In order to test the group-level model, we preformed two types of simulations (later described as example I and II/III). In the first type of simulations, we used a single MRI brain (for this we used the Colin27 atlas [28]; ) and simulated the repositioning of an optical probe on the head with varied degrees of error (mean displacements of 0mm, +/−0.5mm, +/−1.5mm, +/−2.5mm, +/−5.0mm, +/−10.0mm, and +/−15.0mm [half the source-detector distance]). This set of simulations was intended to look at the errors introduced by the positioning of optical sensors. In the second set of simulations, we used MRI images from five separate subjects and positioned the optical probe on the head of each image according to the distance from the nasion, inion, and ears using an initial affine registration followed by relaxation onto the surface (see [31]). In this second set of simulations, we are able to look at both the effects of differing subject anatomy and positioning differences in the optical probe. In all simulations, we assumed that we knew the position of the probe on the head precisely, but that the probe positioning varied across subjects with random error.

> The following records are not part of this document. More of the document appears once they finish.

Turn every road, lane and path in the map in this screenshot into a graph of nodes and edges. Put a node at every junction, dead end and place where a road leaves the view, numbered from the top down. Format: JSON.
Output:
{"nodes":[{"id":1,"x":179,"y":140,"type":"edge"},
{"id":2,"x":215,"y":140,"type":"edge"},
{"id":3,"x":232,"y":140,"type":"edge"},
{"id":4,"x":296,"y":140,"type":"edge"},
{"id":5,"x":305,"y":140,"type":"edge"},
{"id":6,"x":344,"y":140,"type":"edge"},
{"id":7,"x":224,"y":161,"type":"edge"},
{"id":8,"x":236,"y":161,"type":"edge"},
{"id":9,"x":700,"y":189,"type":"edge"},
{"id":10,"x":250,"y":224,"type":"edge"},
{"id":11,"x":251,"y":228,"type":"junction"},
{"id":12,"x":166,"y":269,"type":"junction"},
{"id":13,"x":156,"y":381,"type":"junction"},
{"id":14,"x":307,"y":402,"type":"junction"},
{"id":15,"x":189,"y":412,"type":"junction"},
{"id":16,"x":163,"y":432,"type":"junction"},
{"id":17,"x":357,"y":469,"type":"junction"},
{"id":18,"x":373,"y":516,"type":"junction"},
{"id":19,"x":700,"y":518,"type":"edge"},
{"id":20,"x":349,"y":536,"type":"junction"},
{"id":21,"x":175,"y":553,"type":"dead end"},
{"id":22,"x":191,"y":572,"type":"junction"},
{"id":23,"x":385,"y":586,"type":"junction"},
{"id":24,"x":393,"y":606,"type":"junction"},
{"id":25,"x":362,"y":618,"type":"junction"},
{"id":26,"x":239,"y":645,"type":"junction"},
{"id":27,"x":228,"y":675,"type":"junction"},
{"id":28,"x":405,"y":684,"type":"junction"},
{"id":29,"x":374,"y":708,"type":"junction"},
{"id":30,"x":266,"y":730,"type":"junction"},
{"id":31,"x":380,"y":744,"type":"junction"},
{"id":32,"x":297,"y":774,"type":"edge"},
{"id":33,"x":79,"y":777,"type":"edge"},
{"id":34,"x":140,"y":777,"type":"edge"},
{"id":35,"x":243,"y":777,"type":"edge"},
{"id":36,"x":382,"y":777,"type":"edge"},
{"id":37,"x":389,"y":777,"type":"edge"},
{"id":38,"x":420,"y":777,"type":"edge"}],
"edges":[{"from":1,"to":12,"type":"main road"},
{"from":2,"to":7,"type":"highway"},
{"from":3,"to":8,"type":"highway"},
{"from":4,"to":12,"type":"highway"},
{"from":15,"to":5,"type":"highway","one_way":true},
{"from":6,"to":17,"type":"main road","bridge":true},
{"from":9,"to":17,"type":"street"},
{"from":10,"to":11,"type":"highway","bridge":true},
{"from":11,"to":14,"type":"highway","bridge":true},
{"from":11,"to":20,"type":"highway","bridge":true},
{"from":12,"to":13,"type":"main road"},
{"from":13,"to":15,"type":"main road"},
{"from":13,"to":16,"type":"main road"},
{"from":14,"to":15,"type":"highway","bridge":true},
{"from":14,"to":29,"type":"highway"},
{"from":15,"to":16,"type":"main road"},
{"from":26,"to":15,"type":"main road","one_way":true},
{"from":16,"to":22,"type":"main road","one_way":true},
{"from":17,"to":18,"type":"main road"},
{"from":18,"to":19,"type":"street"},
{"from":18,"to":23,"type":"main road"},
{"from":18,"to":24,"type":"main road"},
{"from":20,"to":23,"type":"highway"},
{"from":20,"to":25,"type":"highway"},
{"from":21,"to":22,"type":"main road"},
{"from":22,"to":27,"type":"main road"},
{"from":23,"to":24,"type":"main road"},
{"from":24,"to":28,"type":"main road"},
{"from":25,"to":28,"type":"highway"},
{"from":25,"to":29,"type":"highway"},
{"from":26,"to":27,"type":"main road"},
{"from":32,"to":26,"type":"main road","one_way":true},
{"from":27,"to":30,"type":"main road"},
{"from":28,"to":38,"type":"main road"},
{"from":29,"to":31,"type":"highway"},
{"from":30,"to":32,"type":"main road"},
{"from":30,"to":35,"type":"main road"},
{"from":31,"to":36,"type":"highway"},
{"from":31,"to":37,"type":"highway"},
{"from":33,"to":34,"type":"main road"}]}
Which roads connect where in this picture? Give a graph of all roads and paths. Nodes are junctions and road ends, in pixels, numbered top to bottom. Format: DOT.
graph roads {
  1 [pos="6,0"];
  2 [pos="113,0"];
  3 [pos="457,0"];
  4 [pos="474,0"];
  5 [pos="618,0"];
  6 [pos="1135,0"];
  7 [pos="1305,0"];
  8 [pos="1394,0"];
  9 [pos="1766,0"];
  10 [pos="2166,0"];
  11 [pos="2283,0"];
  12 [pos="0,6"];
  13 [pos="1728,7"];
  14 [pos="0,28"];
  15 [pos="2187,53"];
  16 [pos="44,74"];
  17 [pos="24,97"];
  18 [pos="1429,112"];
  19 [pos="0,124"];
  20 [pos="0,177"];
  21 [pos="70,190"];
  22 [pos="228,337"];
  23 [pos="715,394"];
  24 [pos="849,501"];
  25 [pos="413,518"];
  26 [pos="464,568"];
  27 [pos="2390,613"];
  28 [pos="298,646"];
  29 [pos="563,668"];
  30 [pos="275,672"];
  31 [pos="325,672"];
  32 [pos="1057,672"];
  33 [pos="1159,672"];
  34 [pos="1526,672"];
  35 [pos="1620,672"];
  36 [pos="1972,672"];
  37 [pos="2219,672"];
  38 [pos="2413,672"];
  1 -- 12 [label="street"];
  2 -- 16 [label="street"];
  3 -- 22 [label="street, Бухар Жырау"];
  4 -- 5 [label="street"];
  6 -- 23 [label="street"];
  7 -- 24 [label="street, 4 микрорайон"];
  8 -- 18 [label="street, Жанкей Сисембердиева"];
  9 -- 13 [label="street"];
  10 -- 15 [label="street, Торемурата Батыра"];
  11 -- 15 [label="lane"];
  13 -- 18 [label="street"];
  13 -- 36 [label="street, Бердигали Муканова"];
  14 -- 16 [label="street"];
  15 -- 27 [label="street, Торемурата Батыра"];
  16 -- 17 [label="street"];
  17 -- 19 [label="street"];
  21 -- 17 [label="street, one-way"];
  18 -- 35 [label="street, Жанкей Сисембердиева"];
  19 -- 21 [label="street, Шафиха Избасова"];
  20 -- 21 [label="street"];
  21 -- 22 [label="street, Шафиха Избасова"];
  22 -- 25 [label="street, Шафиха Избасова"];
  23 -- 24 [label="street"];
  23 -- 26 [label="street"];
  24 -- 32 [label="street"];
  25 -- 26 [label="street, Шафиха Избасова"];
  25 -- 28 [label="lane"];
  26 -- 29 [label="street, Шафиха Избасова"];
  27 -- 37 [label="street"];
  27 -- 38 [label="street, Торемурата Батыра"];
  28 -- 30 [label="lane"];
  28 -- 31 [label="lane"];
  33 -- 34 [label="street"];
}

In all simulations, we have used a nearest-neighbor probe as shown in Fig. 3. Although representing the majority of published optical studies, the nearest-neighbor probe is known to have areas of low sensitivity, particularly the volume directly beneath a source or detector position. With this type of probe, partial volume errors associated with the placement of the probe relative to the area of activation can be severe. Previous work by Joseph et al [32] provides evidence that nearest-neighbor geometries are inferior to high-density probe arrangements with overlapping (tomographic) measurement geometries. In our opinion, however, these high-density probes are not always practical depending on the area of interest, the hair color and thickness of the subject, and the capabilities of the instrumentation. Thus, in this work, we examined the performance of our group-level model in comparison to individual reconstructions for the case of the nearest-neighbor probe only. It is expected that the reconstruction of tomographic (e.g [32].) probe in the case of a single subject/session would be more robust to partial volume and probe positioning errors. Since the vast majority of DOI studies currently do not use tomographic probes, we feel that this study is currently justified.

#### Simulations

In order to demonstrate this model, we will go through three examples of increasing complexity. All simulations were preformed using a nearest-neighbor optical probe with a source-detector spacing of 32mm which we currently also use for experimental studies. The layout of the probe was shown in Fig. 1. Figure 4 shows the sensitivity of this probe to the underlying gyri and sulci in the brain. This probe has 4 source and 8 detector positions providing 15 measurement combinations at each of the two wavelengths (690nm and 830nm).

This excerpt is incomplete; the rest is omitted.